I will get better pictures today.


----------



## Hov-Wo7870 (May 25, 2021)




----------



## Hov-Wo7870 (May 25, 2021)

I should also add that this is her first pregnancy (if she is actually in foal)


----------



## Hov-Wo7870 (May 25, 2021)




----------



## Twalker (Apr 8, 2014)

Colormebluebordercollies said:


> View attachment 1113837
> View attachment 1113838
> View attachment 1113839


Looks Prego to me.


----------



## Hov-Wo7870 (May 25, 2021)

Twalker said:


> Looks Prego to me.


That's what I think to but it has been years since I've had a pregnant mare. 😕


----------



## ladygodiva1228 (Sep 5, 2012)

Did you have a vet out to confirm or was it the breeders place that said she was in foal?


----------



## Hov-Wo7870 (May 25, 2021)

ladygodiva1228 said:


> Did you have a vet out to confirm or was it the breeders place that said she was in foal?


Both. But I've had this vet lie to me before and at the moment he is the only vet in my area so hard to get a second opinion.


----------



## horselovinguy (Oct 1, 2013)

Can you not see or feel movement in her belly?
Listen with a stethoscope and hear what you hear...
Gut sounds and 2 heartbeats if she is pregnant and this far along...
Her 1st picture she looks very heavy with foal and soon to deliver.








Mare Gestation Calculator – The Horse


Are you wondering when your pregnant mare will foal? Use our Mare Gestation Calculator to estimate her foaling date!




thehorse.com





Based on what you mention seeing...you very well are in the beginning of delivery to happen. 

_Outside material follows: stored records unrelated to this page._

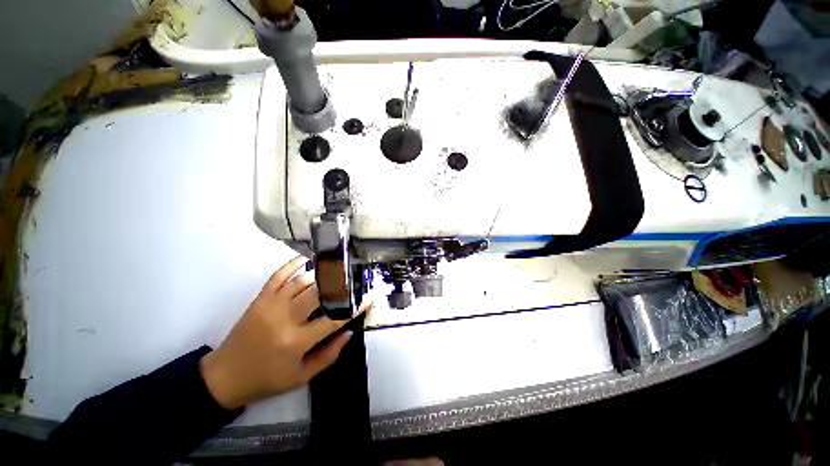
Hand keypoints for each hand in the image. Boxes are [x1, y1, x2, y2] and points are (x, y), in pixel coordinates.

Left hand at [200, 256, 366, 409]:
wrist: (224, 377)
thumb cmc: (266, 379)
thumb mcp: (301, 376)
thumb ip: (329, 355)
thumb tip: (348, 332)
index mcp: (296, 342)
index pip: (333, 319)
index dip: (353, 308)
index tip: (367, 298)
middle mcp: (284, 319)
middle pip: (319, 293)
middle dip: (340, 285)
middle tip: (353, 280)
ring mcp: (270, 306)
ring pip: (302, 281)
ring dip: (322, 274)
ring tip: (336, 270)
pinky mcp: (260, 299)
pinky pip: (278, 276)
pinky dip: (292, 264)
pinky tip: (307, 259)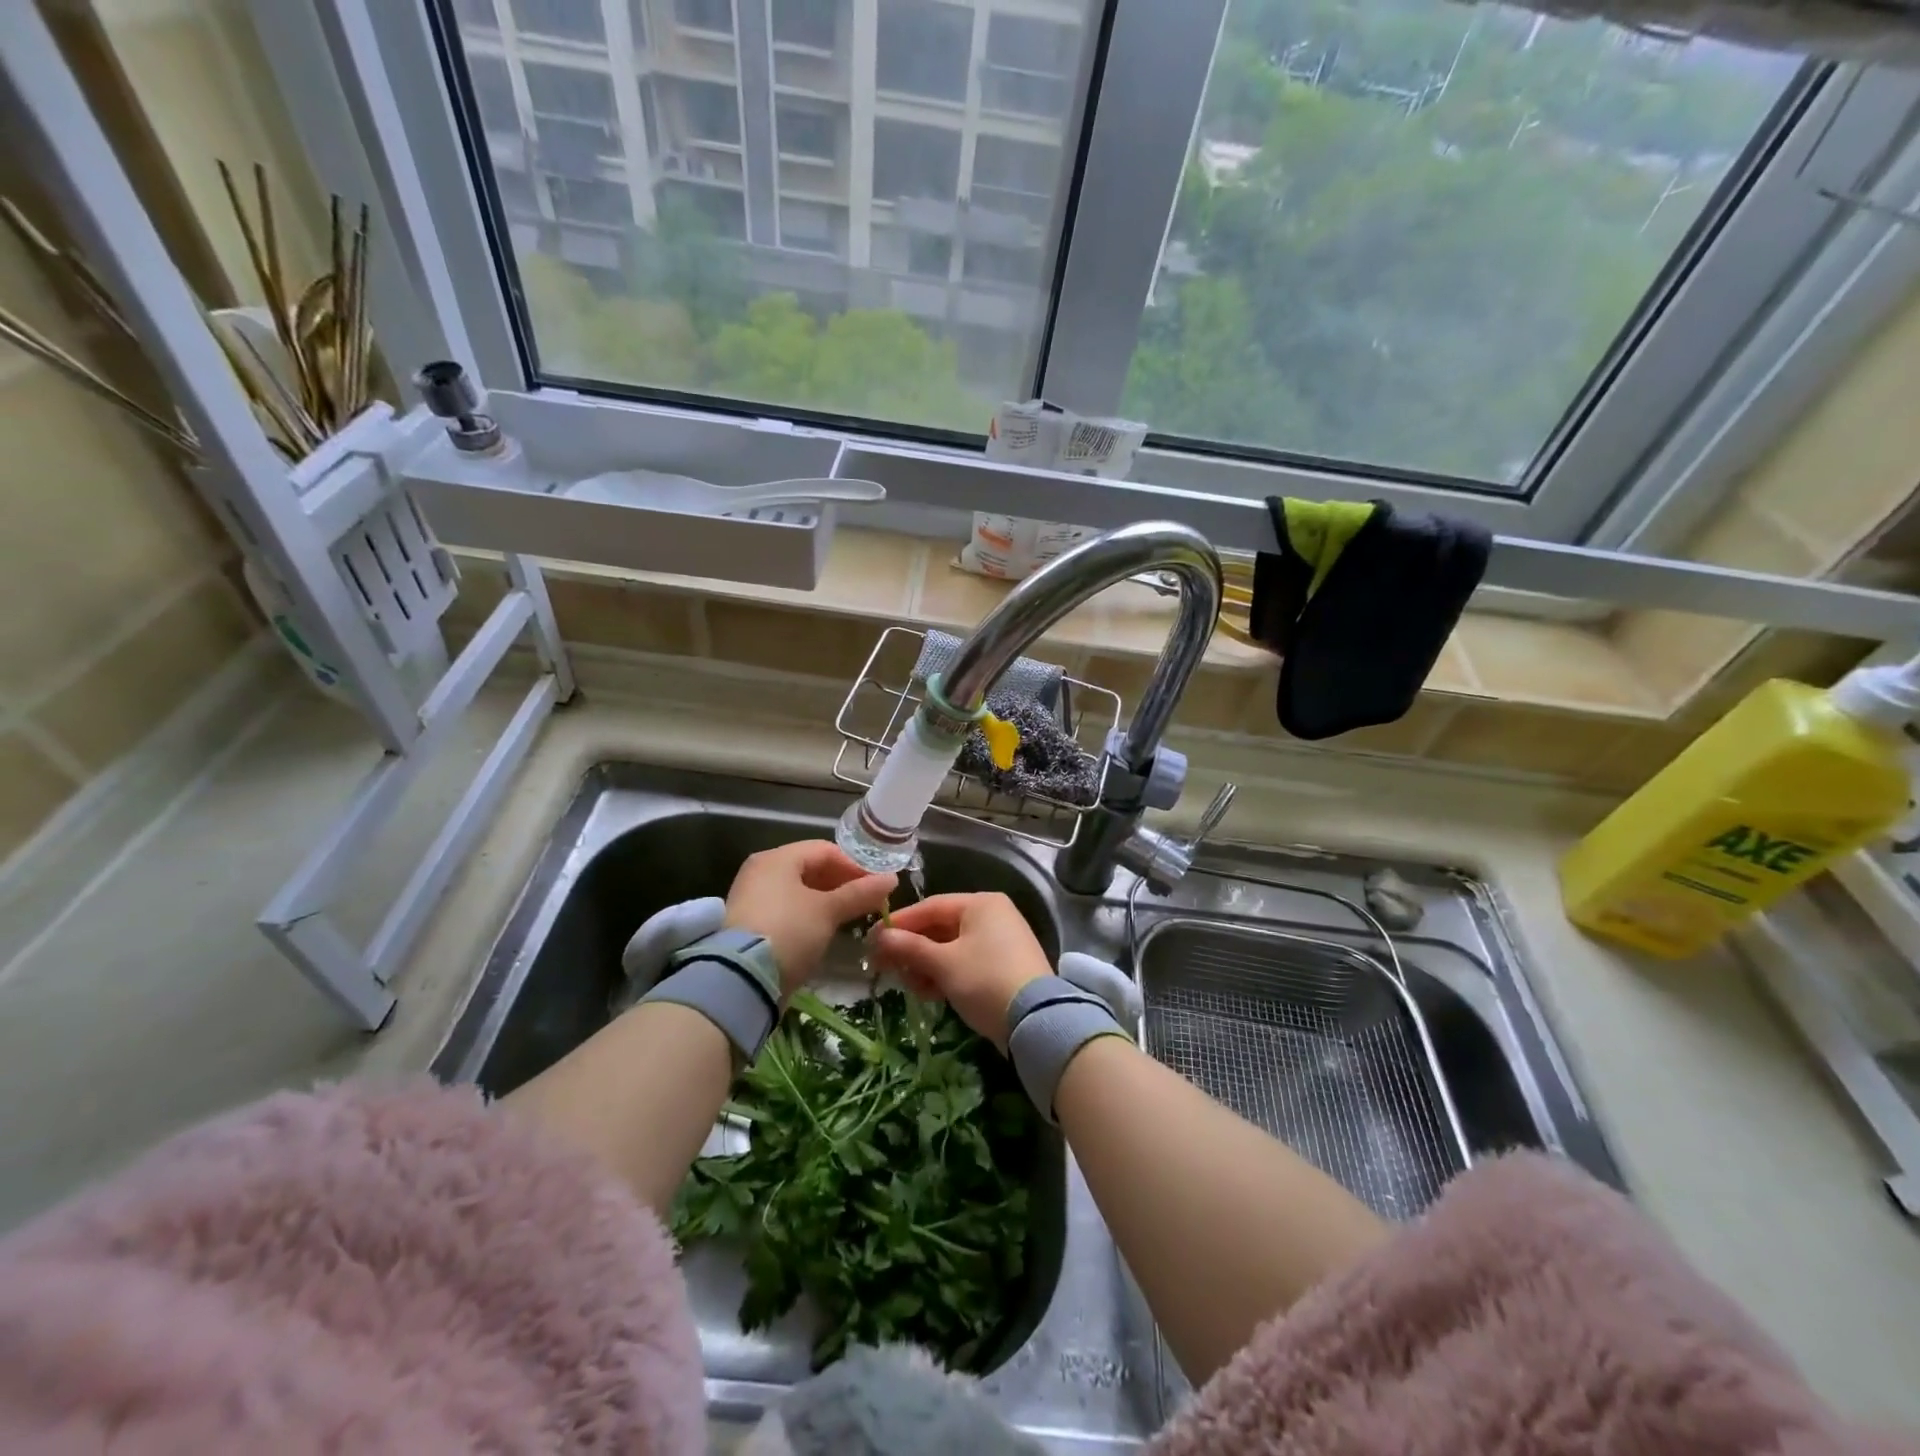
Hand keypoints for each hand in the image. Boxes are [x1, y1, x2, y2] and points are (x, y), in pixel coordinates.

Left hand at [724, 841, 896, 997]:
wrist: (741, 980)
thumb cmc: (789, 931)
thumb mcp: (828, 911)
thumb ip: (860, 893)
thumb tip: (892, 879)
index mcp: (777, 858)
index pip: (825, 850)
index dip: (855, 866)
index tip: (877, 886)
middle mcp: (761, 871)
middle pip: (811, 869)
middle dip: (843, 884)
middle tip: (868, 902)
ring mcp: (753, 898)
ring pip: (800, 891)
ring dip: (828, 901)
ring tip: (851, 918)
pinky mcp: (751, 924)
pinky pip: (788, 910)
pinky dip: (809, 915)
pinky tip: (826, 931)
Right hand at [871, 892, 1051, 1050]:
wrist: (1037, 1021)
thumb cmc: (985, 980)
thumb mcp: (943, 964)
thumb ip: (910, 948)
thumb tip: (879, 937)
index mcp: (981, 904)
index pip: (930, 906)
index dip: (899, 924)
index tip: (872, 940)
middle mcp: (993, 915)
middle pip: (941, 927)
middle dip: (913, 949)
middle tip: (885, 968)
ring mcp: (1002, 941)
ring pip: (952, 948)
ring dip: (927, 966)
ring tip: (909, 986)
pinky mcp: (1005, 967)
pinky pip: (967, 963)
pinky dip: (947, 975)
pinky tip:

What to Expect When Your Mare is Expecting


There are basics of equine reproduction and horse pregnancy to keep in mind, which includes mating, the horse gestation period and foaling.




www.thesprucepets.com





You might want to get that vet out to be on and aware of where you are with this mare.
Is this her first {maiden} foal or has she had other full-term pregnancies?
She sure sounds like it will be within a few days, but as you know...foaling is when the mare says so and is ready, not because the calendar says it can...
The attitude and restlessness though, the physical body changes you mention all speak of sooooon not later.
🐴...


----------



## Hov-Wo7870 (May 25, 2021)

horselovinguy said:


> Can you not see or feel movement in her belly?
> Listen with a stethoscope and hear what you hear...
> Gut sounds and 2 heartbeats if she is pregnant and this far along...
> Her 1st picture she looks very heavy with foal and soon to deliver.
> ...




We have a vet coming down the beginning on next week from the city. ( Second opinion) . And she has never been bred or in foal before.


----------



## Hov-Wo7870 (May 25, 2021)

I have cameras in the barn and out in the fields. Last night she was rubbing her butt like crazy( up to date on dewormers) and she was weaving back in forth as she done it. Didn't really eat alot last night either.


----------



## horselovinguy (Oct 1, 2013)

Colormebluebordercollies said:


> We have a vet coming down the beginning on next week from the city. ( Second opinion) . And she has never been bred or in foal before.


You might have a baby on the ground by that time.......
If you've had pregnant mares before then you know how fast their shape changes with baby movement inside...lopsided, belly hang low, then "is she or not" pregnant...
Based though on those pictures and what you describe you see...watch her udder/teats as she should also bag-up, wax over and be really cranky just as human women can get while transitioning...
Me thinks you have a baby soon on the way...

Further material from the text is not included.